The nation’s pork supply is sufficient to meet increased demand around the Dragon Boat Festival in two weeks’ time, while the price of bananas has begun to recover, the Council of Agriculture (COA) said yesterday.
Demand for pork generally rises before the festival, which is celebrated annually on the fifth day of the fifth lunar month and falls on June 18 this year, as many Taiwanese use pork and other ingredients to make zongzi (粽子, glutinous rice dumplings wrapped in bamboo leaves).
The average price of pork yesterday surged to NT$78.74 per kilogram from NT$70.16 per kilogram on May 21, council data showed.
The breeding rate of sows has been low in recent years due to hot weather, and piglets are growing slower due to poor appetite in the heat of summer, Yunlin County Meat Market Co general manager Lee Mou-jen (李謀仁) said on Friday.
The pork supply is higher this year than in previous years, with the number of supplied pigs reaching 548,150 this month, the council said in a statement, adding that an additional 10,000 tonnes of pork was imported between January and last month.
The council has told meat markets to be more careful in allocating pork supplies, and has asked state-run Taiwan Sugar Corp — the nation’s biggest pork supplier — to release an additional 3,000 pigs to the market one week before the festival, it said.
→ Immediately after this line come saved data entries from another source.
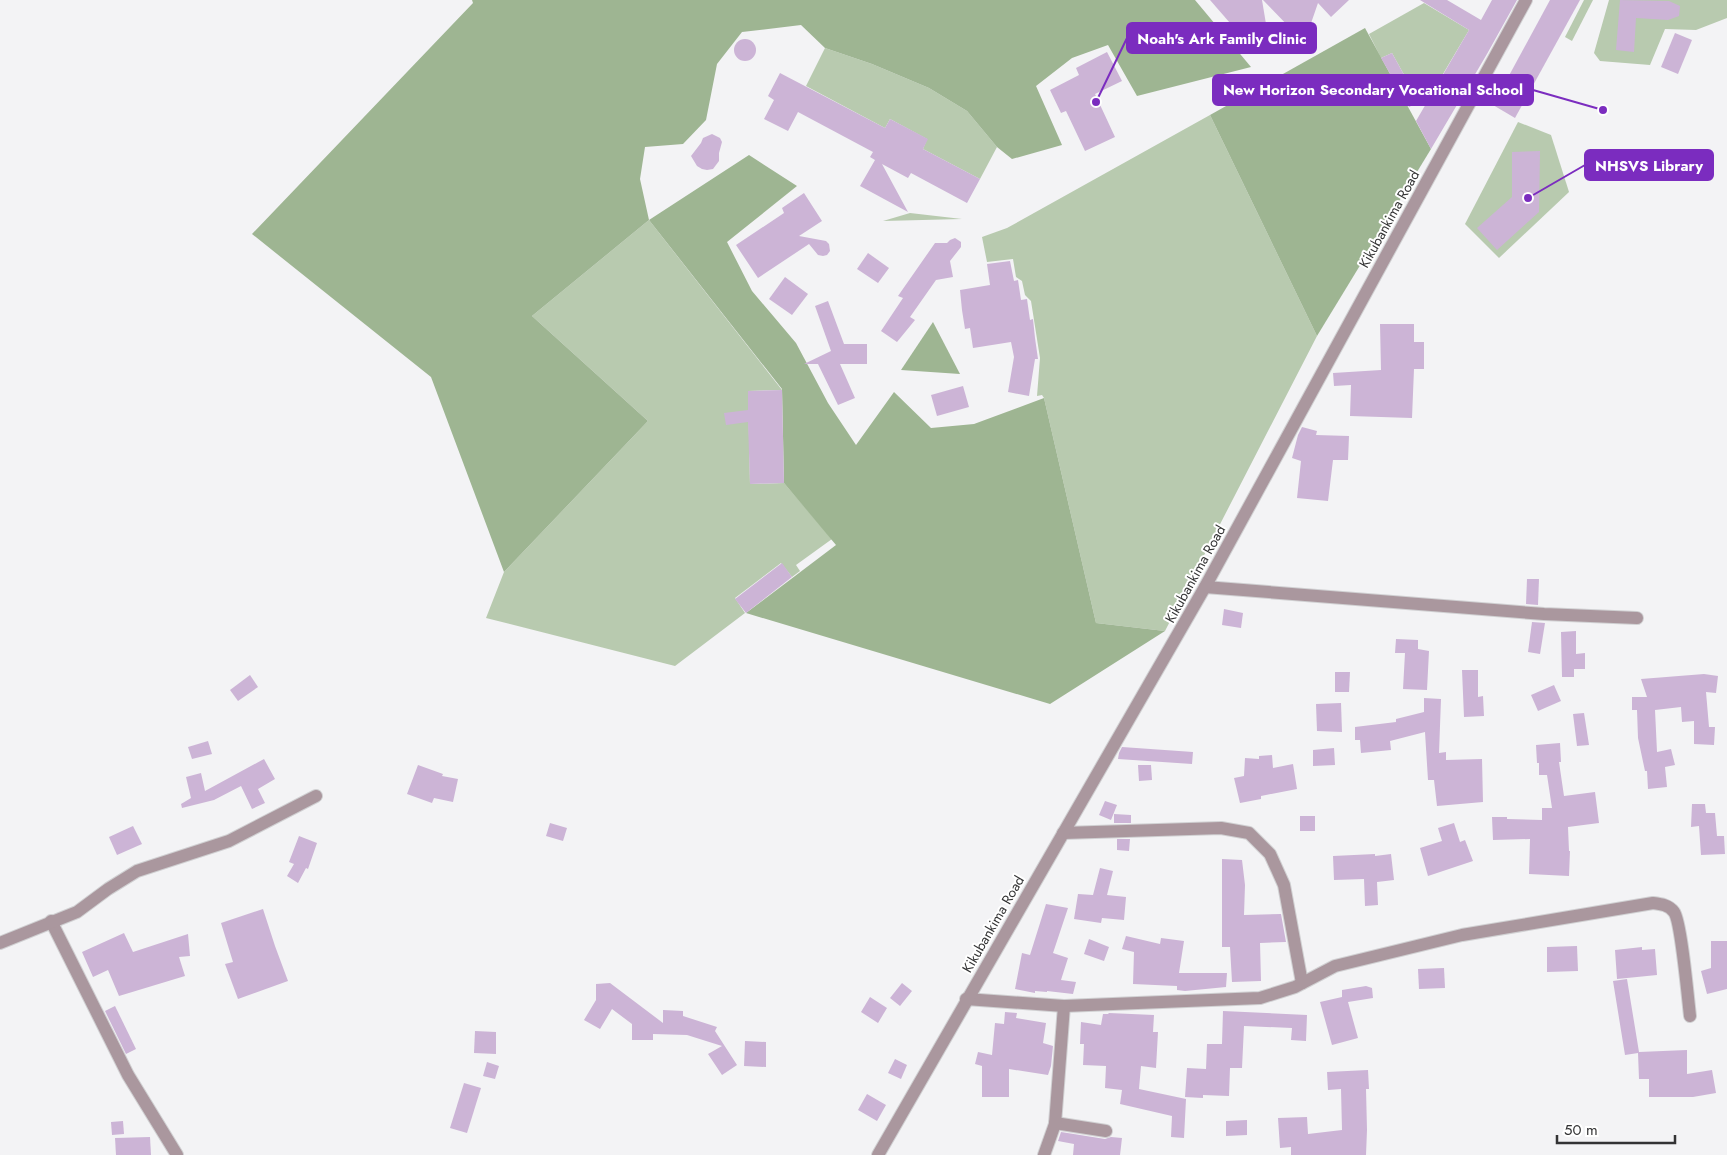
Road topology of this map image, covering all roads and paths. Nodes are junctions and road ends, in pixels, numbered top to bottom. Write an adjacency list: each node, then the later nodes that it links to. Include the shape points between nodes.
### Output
1 (1526, 0): 2 (street, Kikubankima Road)
2 (1205, 587): 3 (street, via 1544,614); 5 (street, Kikubankima Road)
3 (1637, 618)
4 (316, 796): 6 (street, via 229,841 137,871 77,912)
5 (1063, 834): 8 (street, via 1221,828 1249,833 1270,854 1284,885); 9 (street, Kikubankima Road)
6 (51, 922): 7 (street); 14 (street, via 128,1075)
7 (0, 943)
8 (1302, 983): 10 (street, via 1260,998); 11 (street, via 1335,966 1462,935 1653,903 1667,905 1675,912)
9 (966, 999): 10 (street); 15 (street, Kikubankima Road)
10 (1064, 1006): 12 (street)
11 (1690, 1016)
12 (1056, 1123): 13 (street); 16 (street)
13 (1106, 1131)
14 (177, 1155)
15 (878, 1155)
16 (1044, 1155)

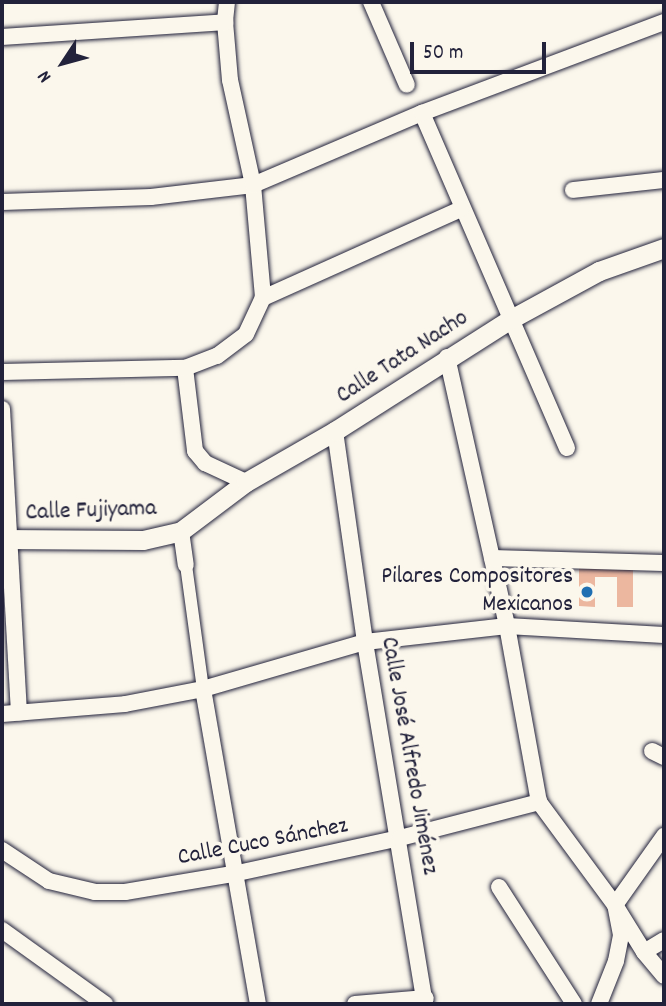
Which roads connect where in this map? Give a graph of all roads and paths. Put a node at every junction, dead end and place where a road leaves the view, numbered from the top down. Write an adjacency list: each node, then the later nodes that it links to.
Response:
1 (227, 2): 3 (street)
2 (371, 2): 6 (street)
3 (225, 22): 5 (street); 9 (street)
4 (664, 22): 7 (street)
5 (2, 37)
6 (407, 85)
7 (422, 114): 9 (street); 12 (street)
8 (664, 180): 10 (street)
9 (253, 185): 11 (street); 14 (street)
10 (573, 190)
11 (2, 202)
12 (461, 209): 14 (street); 15 (street)
13 (664, 248): 15 (street, Calle Tata Nacho)
14 (263, 298): 17 (street)
15 (511, 319): 16 (street, Calle Tata Nacho); 21 (street)
16 (447, 357): 20 (street, Calle Tata Nacho); 25 (street)
17 (185, 368): 18 (street); 22 (street)
18 (2, 372)
19 (2, 409): 24 (street)
20 (334, 431): 22 (street, Calle Tata Nacho); 30 (street, Calle José Alfredo Jiménez)
21 (567, 449)
22 (246, 482): 23 (street, Calle Tata Nacho)
23 (181, 531): 24 (street, Calle Fujiyama); 27 (street)
24 (7, 539): 33 (street)
25 (492, 558): 26 (street); 28 (street)
26 (664, 564)
27 (186, 565): 31 (street)
28 (507, 626): 29 (street); 30 (street); 34 (street)
29 (664, 635)
30 (365, 642): 31 (street); 36 (street, Calle José Alfredo Jiménez)
31 (202, 689): 33 (street); 38 (street)
32 (2, 713): 33 (street)
33 (19, 713)
34 (540, 802): 36 (street, Calle Cuco Sánchez); 40 (street)
35 (664, 836): 40 (street)
36 (400, 838): 38 (street, Calle Cuco Sánchez); 45 (street, Calle José Alfredo Jiménez)
37 (2, 849): 38 (street, Calle Cuco Sánchez)
38 (233, 874): 47 (street)
39 (499, 887): 49 (street)
40 (615, 905): 43 (street); 50 (street)
41 (2, 930): 46 (street)
42 (664, 940): 43 (street)
43 (644, 952): 44 (street)
44 (664, 976)
45 (426, 1001): 48 (street)
46 (105, 1004)
47 (258, 1004)
48 (355, 1004)
49 (574, 1004)
50 (599, 1004)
In related news, the plunging price of bananas has slightly recovered over the past week.
Due to an oversupply of bananas this year, their price had dropped to NT$10.4 per kilogram in Taipei’s wholesale markets on Thursday, but rose to NT$11.5 per kilogram yesterday, which was still much lower than the average of NT$44.4 in June last year, council data showed.
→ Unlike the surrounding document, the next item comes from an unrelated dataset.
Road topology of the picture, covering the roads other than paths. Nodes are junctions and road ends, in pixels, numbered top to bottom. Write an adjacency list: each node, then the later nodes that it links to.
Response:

The council would work harder to introduce Taiwanese bananas to foreign markets and encourage Taiwanese to buy more fruit, council Minister Lin Tsung-hsien (林聰賢) said.
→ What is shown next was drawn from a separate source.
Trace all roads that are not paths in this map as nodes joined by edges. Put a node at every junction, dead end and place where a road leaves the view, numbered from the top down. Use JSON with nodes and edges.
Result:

To prevent farmers from growing the same fruit, the Agriculture and Food Agency has set up a production and marketing information platform, where farmers can find the production status of certain crops and adjust their production plans accordingly, Lin added.
I-Mei Foods Co said it is to purchase 100 tonnes of class-A bananas at NT$16.5 per kilogram, adding that it plans to develop new banana products with a higher value.